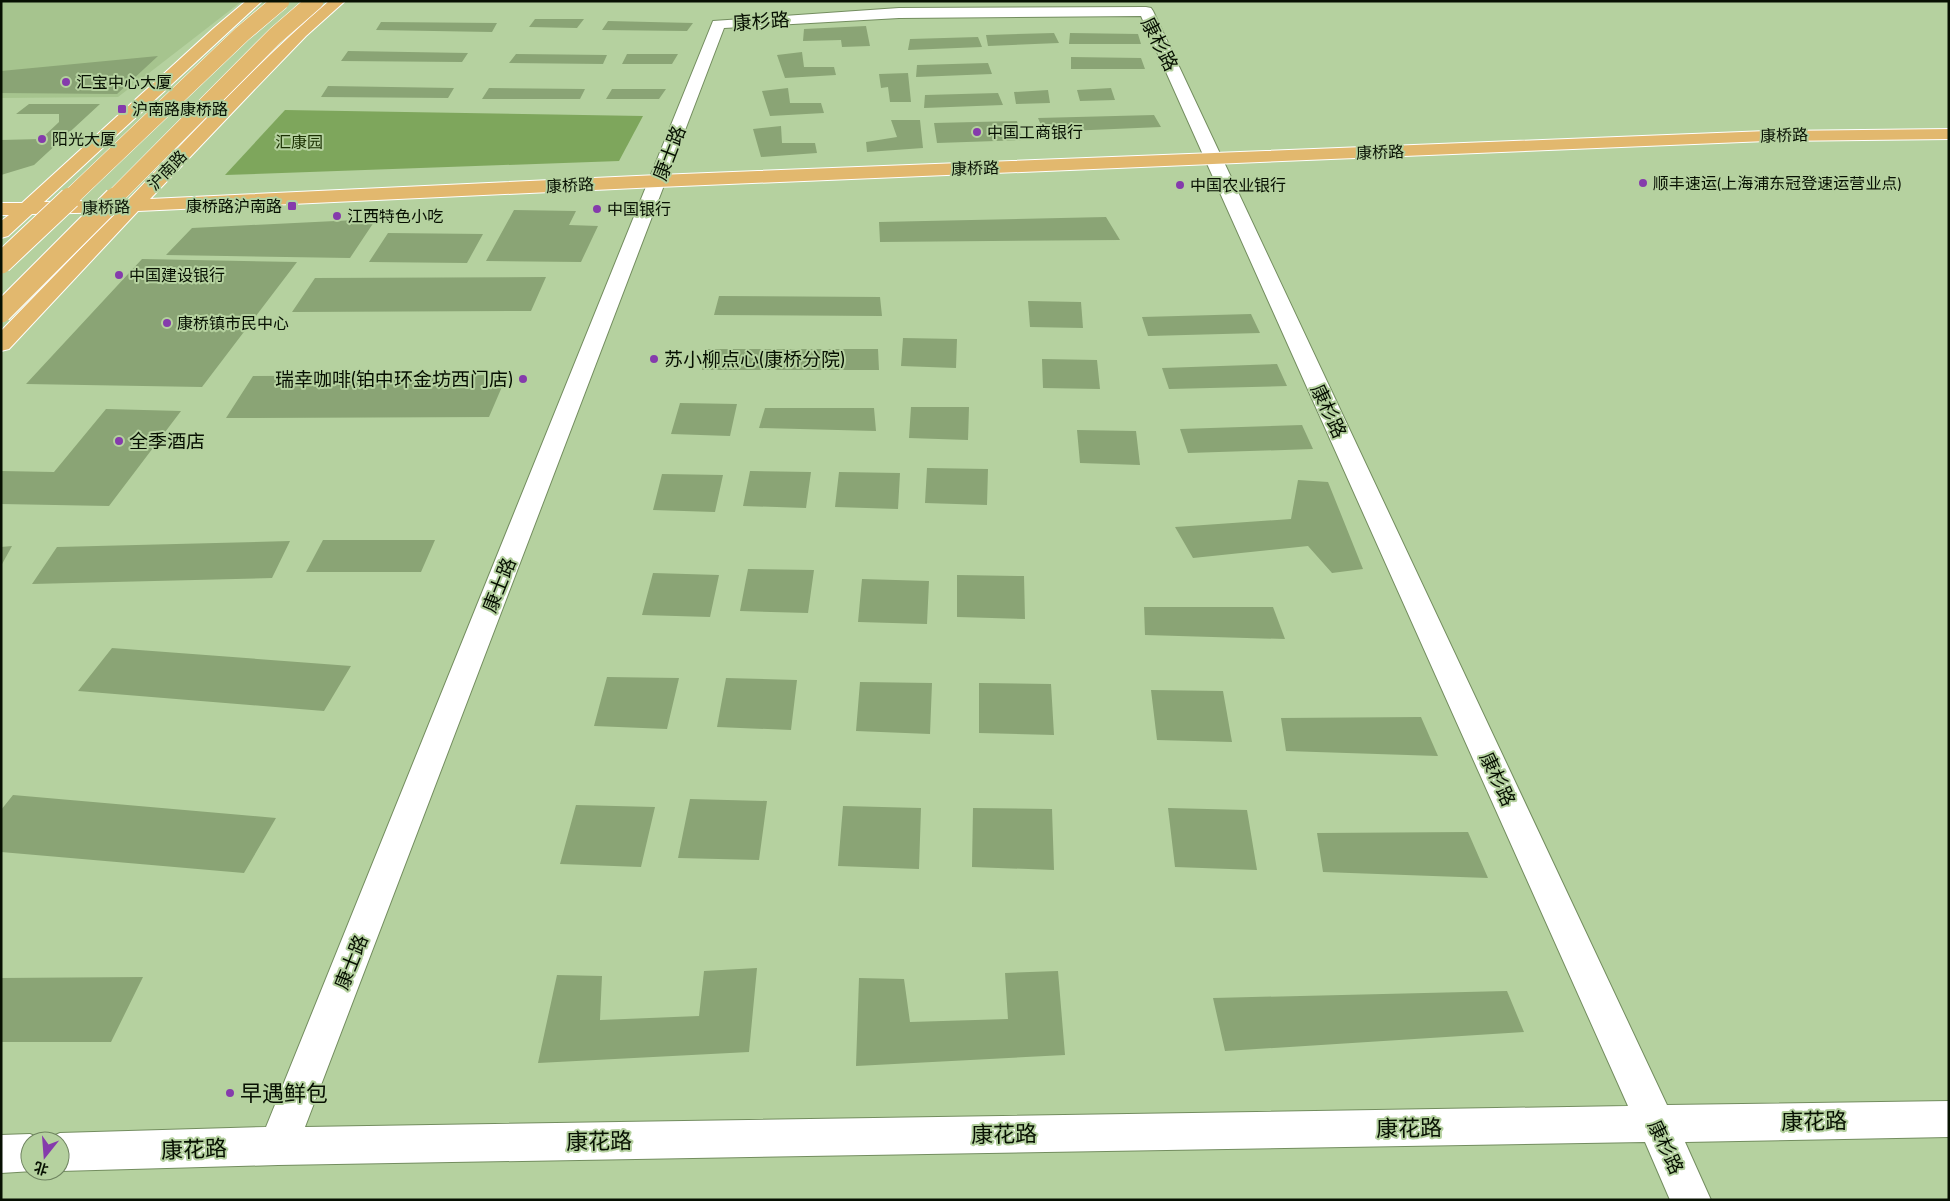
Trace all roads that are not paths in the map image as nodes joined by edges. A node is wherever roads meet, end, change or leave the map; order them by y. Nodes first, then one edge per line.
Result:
1 (255, 1) edge
2 (281, 1) edge
3 (315, 1) edge
4 (338, 1) edge
5 (718, 24) joint
6 (1949, 134) edge
7 (1214, 158) junction
8 (658, 181) junction
9 (133, 206) junction
10 (1, 209) edge
11 (26, 209) junction
12 (1, 232) edge
13 (1, 264) edge
14 (1, 312) edge
15 (1, 344) edge
16 (1949, 1119) edge
17 (1656, 1124) junction
18 (278, 1146) junction
19 (70, 1152) edge
20 (20, 1153) edge
21 (1, 1154) edge
22 (1691, 1200) edge

1 - 11 main road
2 - 13 main road, bridge
3 - 14 main road, bridge
4 - 9 main road, 沪南路
5 - 7 street, 康杉路
5 - 8 street, 康士路
6 - 7 main road, 康桥路
7 - 8 main road, 康桥路
7 - 17 street, 康杉路
8 - 9 main road, 康桥路
8 - 18 street, 康士路
9 - 11 main road, 康桥路
9 - 15 main road, 沪南路
10 - 11 main road, 康桥路
11 - 12 main road
16 - 17 street, 康花路
17 - 18 street, 康花路
17 - 22 street, 康杉路
18 - 19 street, 康花路
20 - 21 street

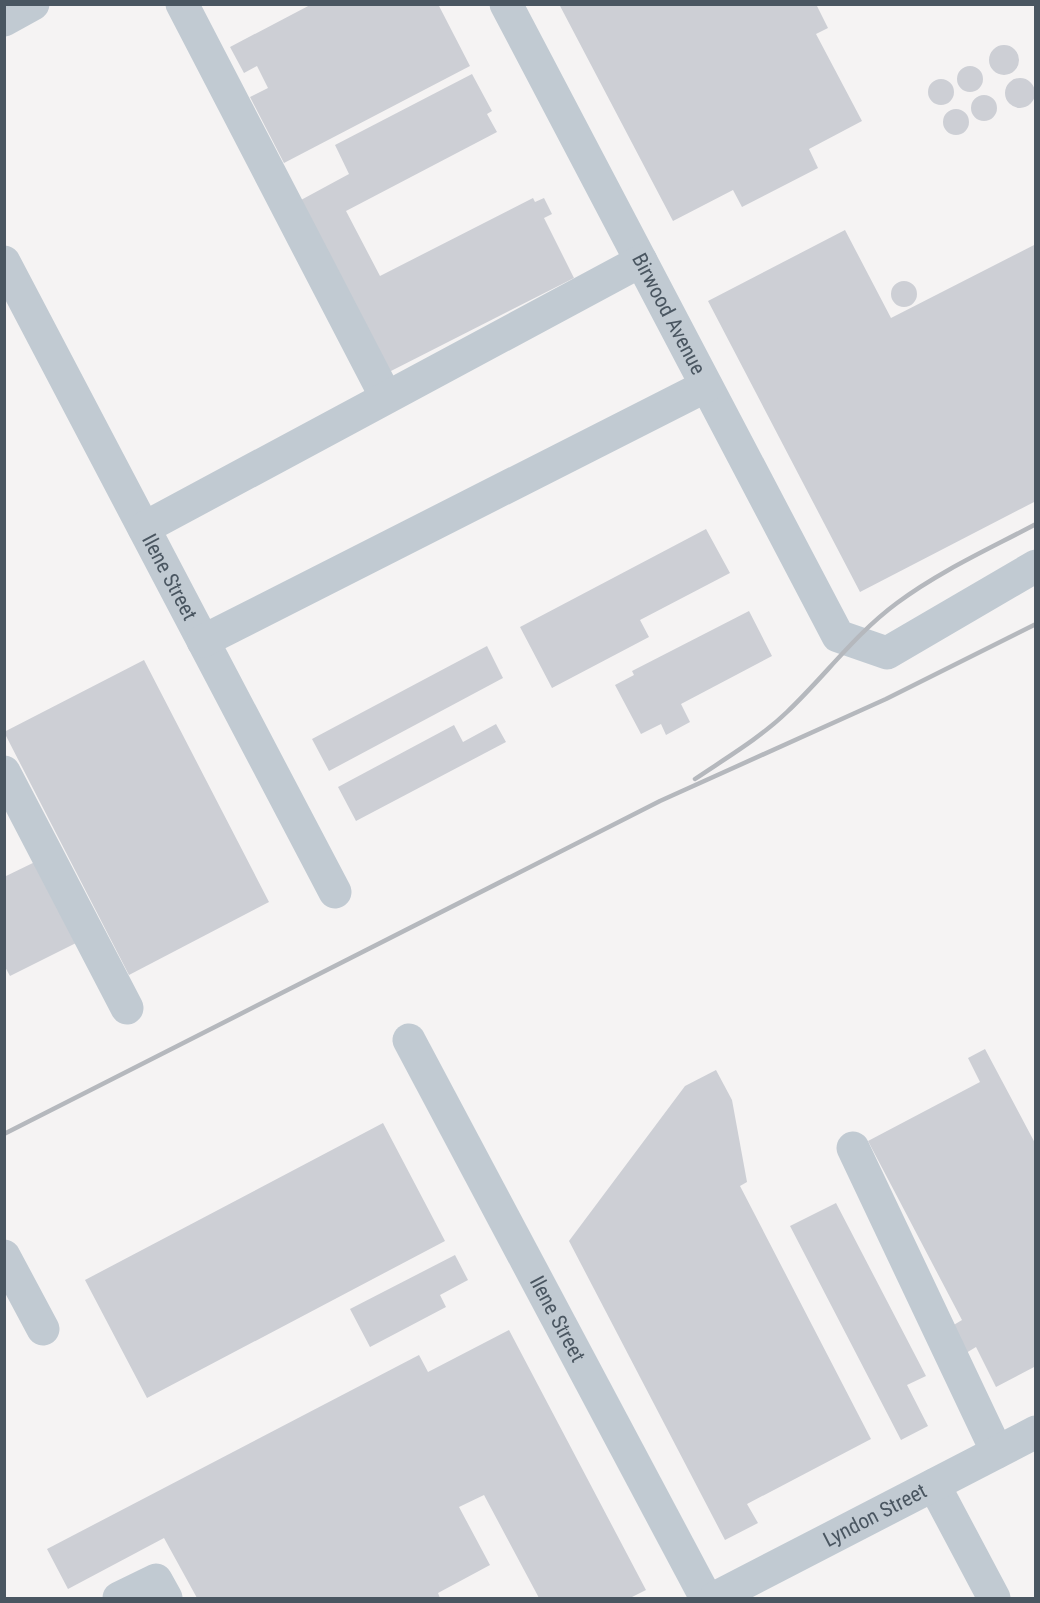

-- -- --

### TASK INSTRUCTIONS:
Could the entries above be returned verbatim, with no pictures included?

### RESPONSE TO THE EXERCISE:
Trace all roads that are not paths in the map image as nodes joined by edges. A node is wherever roads meet, end, change or leave the map; order them by y. Nodes first, then one edge per line.
Result:
1 (255, 1) edge
2 (281, 1) edge
3 (315, 1) edge
4 (338, 1) edge
5 (718, 24) joint
6 (1949, 134) edge
7 (1214, 158) junction
8 (658, 181) junction
9 (133, 206) junction
10 (1, 209) edge
11 (26, 209) junction
12 (1, 232) edge
13 (1, 264) edge
14 (1, 312) edge
15 (1, 344) edge
16 (1949, 1119) edge
17 (1656, 1124) junction
18 (278, 1146) junction
19 (70, 1152) edge
20 (20, 1153) edge
21 (1, 1154) edge
22 (1691, 1200) edge

1 - 11 main road
2 - 13 main road, bridge
3 - 14 main road, bridge
4 - 9 main road, 沪南路
5 - 7 street, 康杉路
5 - 8 street, 康士路
6 - 7 main road, 康桥路
7 - 8 main road, 康桥路
7 - 17 street, 康杉路
8 - 9 main road, 康桥路
8 - 18 street, 康士路
9 - 11 main road, 康桥路
9 - 15 main road, 沪南路
10 - 11 main road, 康桥路
11 - 12 main road
16 - 17 street, 康花路
17 - 18 street, 康花路
17 - 22 street, 康杉路
18 - 19 street, 康花路
20 - 21 street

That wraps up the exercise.